Finland remains a leading country in the transparency of academic publishing costs

The Finnish Ministry of Education and Culture (MoE) just released the price information for academic publishing agreements for 2017. With this, the price information for virtually all academic publishers is now openly available for most academic institutions in Finland 2010-2017. The data is available for download under creative commons. Further information of this data release is available in Finnish. The data release is said to increase the transparency of publishing prices, support international discussion on the licensing fees, and promote open science.
With this, Finland maintains the leading position in the transparency of academic publishing prices and agreements.

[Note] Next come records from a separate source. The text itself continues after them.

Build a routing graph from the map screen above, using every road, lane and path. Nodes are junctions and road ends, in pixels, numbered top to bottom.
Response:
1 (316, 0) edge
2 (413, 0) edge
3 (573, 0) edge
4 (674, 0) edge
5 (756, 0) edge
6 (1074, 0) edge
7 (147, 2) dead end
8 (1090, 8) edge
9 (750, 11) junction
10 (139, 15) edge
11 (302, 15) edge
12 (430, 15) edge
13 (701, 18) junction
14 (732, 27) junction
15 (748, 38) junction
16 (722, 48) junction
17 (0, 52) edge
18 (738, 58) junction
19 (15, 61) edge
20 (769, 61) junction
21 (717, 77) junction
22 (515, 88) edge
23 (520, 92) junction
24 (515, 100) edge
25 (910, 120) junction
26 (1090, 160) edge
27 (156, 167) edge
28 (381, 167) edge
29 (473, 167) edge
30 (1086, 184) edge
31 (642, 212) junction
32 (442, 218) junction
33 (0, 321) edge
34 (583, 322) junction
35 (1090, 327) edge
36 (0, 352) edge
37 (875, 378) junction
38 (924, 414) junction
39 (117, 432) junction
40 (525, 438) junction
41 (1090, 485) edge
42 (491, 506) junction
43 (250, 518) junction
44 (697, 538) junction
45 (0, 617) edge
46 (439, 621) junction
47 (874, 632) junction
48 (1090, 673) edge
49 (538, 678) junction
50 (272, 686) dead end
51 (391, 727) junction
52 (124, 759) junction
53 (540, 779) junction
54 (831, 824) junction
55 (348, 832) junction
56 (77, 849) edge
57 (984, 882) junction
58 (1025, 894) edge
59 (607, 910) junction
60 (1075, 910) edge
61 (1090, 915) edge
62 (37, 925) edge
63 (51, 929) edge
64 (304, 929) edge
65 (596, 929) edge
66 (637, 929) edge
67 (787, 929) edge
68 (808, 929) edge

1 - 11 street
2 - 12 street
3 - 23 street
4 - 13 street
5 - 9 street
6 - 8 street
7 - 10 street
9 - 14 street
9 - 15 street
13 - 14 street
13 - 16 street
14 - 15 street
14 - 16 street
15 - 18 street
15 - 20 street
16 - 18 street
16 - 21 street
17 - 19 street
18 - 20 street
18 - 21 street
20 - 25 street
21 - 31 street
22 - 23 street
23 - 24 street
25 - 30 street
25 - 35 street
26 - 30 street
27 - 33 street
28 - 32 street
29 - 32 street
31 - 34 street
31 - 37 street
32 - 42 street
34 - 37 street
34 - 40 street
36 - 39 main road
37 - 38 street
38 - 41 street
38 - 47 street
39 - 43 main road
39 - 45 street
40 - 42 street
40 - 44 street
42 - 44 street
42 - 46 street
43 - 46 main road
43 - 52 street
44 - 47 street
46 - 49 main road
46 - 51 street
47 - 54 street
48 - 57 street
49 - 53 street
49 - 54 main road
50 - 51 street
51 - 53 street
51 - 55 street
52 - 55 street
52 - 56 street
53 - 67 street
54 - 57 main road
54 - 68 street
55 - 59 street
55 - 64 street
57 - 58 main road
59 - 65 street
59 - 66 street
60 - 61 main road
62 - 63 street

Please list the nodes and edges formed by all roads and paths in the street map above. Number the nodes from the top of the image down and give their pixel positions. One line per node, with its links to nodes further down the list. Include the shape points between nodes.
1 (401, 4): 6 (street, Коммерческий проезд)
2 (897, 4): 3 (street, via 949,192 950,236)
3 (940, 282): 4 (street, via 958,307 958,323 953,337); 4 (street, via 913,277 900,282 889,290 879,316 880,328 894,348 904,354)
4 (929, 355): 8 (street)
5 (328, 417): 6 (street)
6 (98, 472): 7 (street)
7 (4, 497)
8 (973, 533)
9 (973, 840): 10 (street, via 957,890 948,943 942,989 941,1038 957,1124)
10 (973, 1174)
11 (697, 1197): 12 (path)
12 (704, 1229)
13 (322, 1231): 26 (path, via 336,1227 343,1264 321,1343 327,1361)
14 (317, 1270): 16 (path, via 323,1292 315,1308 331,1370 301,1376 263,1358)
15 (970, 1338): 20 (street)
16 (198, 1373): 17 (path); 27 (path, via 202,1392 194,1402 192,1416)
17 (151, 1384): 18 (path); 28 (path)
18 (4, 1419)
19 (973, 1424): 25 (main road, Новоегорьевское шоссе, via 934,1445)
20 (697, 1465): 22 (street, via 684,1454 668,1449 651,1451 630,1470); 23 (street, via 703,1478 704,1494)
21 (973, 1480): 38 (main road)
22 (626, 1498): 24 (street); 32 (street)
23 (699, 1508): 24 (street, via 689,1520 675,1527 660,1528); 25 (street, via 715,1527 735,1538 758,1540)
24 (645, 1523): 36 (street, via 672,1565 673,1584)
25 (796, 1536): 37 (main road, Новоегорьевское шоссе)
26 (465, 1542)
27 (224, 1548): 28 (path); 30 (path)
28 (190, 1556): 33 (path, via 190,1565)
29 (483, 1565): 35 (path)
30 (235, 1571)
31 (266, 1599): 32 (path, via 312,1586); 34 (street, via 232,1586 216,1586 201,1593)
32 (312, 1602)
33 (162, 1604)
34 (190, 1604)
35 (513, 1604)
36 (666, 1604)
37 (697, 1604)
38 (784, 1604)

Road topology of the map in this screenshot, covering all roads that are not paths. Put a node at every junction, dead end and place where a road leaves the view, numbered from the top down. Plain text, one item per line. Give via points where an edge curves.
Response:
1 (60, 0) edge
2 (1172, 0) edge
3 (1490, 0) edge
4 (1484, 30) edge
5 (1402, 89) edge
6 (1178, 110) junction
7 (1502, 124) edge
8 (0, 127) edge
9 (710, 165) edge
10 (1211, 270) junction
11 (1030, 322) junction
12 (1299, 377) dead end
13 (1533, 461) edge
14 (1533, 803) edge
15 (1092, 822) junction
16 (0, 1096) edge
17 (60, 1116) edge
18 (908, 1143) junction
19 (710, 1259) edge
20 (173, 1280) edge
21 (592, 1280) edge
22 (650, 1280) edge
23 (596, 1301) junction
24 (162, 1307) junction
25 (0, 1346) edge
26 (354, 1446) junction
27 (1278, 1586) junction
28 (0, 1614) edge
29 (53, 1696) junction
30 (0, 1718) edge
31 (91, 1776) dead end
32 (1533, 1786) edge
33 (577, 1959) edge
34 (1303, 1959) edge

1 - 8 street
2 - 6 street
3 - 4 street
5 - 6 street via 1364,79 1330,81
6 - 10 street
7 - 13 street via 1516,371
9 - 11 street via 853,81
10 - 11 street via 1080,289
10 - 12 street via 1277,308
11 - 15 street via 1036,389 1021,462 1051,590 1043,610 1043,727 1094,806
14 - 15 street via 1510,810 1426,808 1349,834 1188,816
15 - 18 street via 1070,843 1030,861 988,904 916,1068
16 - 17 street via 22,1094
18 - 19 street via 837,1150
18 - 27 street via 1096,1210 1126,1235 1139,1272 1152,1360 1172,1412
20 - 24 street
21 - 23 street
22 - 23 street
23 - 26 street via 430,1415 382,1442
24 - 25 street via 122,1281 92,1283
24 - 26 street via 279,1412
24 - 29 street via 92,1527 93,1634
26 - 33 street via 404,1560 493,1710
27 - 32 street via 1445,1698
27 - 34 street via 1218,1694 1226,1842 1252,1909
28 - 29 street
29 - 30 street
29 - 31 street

The 2017 price data release by MoE follows the recent release of full text agreements with several major publishers by FinELib, the consortium of Finnish academic libraries and a report commissioned by MoE, developing systematic evaluation criteria to assess the openness of major academic publishers.
Notably, these price data releases have been triggered by the initial freedom of information (FOI) requests and a 2014 court appeal by Finnish open science advocates, coordinated by Open Science work group of the Open Knowledge Finland. This was initially inspired by related efforts in the UK and USA. To our knowledge the FInnish pricing data is, however, the most complete national data set to date in terms of institutional and temporal coverage. Related efforts have been subsequently taken place in several other countries. Without the dedicated grass-roots activities of the Finnish open science advocates this information might still remain closed today. In fact, this is the prevailing situation in most countries.
At Open Knowledge FInland we hope that the Ministry of Education and Culture will continue to support the collection and availability of information on academic publishing costs in the long term. This will enable continuous transparent monitoring of the development of academic publishing prices  over time and sets a unique example for other countries to follow.